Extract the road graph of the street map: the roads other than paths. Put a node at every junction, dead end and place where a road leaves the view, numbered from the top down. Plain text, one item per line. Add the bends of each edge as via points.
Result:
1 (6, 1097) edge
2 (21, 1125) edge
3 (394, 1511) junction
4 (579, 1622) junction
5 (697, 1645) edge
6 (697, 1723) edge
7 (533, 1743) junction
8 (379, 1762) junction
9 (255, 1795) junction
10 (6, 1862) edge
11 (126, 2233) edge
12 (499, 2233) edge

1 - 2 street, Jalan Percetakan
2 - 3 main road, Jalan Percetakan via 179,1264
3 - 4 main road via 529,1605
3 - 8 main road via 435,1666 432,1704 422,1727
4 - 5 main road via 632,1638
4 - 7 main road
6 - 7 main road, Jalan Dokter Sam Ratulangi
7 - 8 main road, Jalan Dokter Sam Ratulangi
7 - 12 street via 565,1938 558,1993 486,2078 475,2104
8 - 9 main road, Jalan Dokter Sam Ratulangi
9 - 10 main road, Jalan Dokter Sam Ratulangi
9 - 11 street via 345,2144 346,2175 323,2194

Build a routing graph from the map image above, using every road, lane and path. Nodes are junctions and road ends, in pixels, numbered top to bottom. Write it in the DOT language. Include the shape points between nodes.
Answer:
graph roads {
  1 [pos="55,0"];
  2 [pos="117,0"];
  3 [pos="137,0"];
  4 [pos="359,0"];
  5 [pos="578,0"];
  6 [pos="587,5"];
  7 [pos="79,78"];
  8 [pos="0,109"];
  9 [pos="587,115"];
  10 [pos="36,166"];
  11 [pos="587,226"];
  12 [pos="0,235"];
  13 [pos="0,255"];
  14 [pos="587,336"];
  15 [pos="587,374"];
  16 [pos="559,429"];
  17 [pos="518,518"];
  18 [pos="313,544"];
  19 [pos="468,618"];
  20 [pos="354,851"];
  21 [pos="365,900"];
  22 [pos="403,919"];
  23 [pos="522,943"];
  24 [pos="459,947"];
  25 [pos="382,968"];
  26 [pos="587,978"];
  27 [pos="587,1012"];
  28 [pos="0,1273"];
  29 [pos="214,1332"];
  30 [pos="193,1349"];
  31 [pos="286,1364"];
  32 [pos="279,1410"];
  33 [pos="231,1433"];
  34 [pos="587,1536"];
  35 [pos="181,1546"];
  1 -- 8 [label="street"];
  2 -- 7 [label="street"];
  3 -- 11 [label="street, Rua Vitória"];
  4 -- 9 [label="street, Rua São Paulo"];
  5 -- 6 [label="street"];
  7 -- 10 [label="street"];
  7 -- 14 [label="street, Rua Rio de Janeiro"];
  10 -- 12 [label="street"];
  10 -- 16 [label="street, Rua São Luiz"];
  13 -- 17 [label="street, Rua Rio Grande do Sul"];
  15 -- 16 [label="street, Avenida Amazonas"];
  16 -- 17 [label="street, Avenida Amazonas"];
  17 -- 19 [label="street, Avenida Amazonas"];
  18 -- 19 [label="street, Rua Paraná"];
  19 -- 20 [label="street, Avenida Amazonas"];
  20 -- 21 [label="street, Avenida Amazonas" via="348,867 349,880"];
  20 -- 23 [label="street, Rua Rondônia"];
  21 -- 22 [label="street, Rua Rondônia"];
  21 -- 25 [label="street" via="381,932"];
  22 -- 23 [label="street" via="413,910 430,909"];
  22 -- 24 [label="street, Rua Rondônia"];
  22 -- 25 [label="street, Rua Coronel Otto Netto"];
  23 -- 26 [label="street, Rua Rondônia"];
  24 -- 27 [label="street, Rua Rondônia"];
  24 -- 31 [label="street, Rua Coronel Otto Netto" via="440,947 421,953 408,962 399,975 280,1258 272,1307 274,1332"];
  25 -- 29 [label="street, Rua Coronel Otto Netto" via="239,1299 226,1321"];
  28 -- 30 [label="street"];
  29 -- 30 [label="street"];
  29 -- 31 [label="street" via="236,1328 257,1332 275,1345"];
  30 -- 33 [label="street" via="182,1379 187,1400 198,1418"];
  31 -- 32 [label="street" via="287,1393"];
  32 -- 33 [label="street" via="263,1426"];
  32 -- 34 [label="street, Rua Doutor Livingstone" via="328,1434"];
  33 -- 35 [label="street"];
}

# # # # #

- What to do
Go through the entries above and copy every line containing "numbered".

- Your response
Extract the road graph of the street map: the roads other than paths. Put a node at every junction, dead end and place where a road leaves the view, numbered from the top down. Plain text, one item per line. Add the bends of each edge as via points.
Build a routing graph from the map image above, using every road, lane and path. Nodes are junctions and road ends, in pixels, numbered top to bottom. Write it in the DOT language. Include the shape points between nodes.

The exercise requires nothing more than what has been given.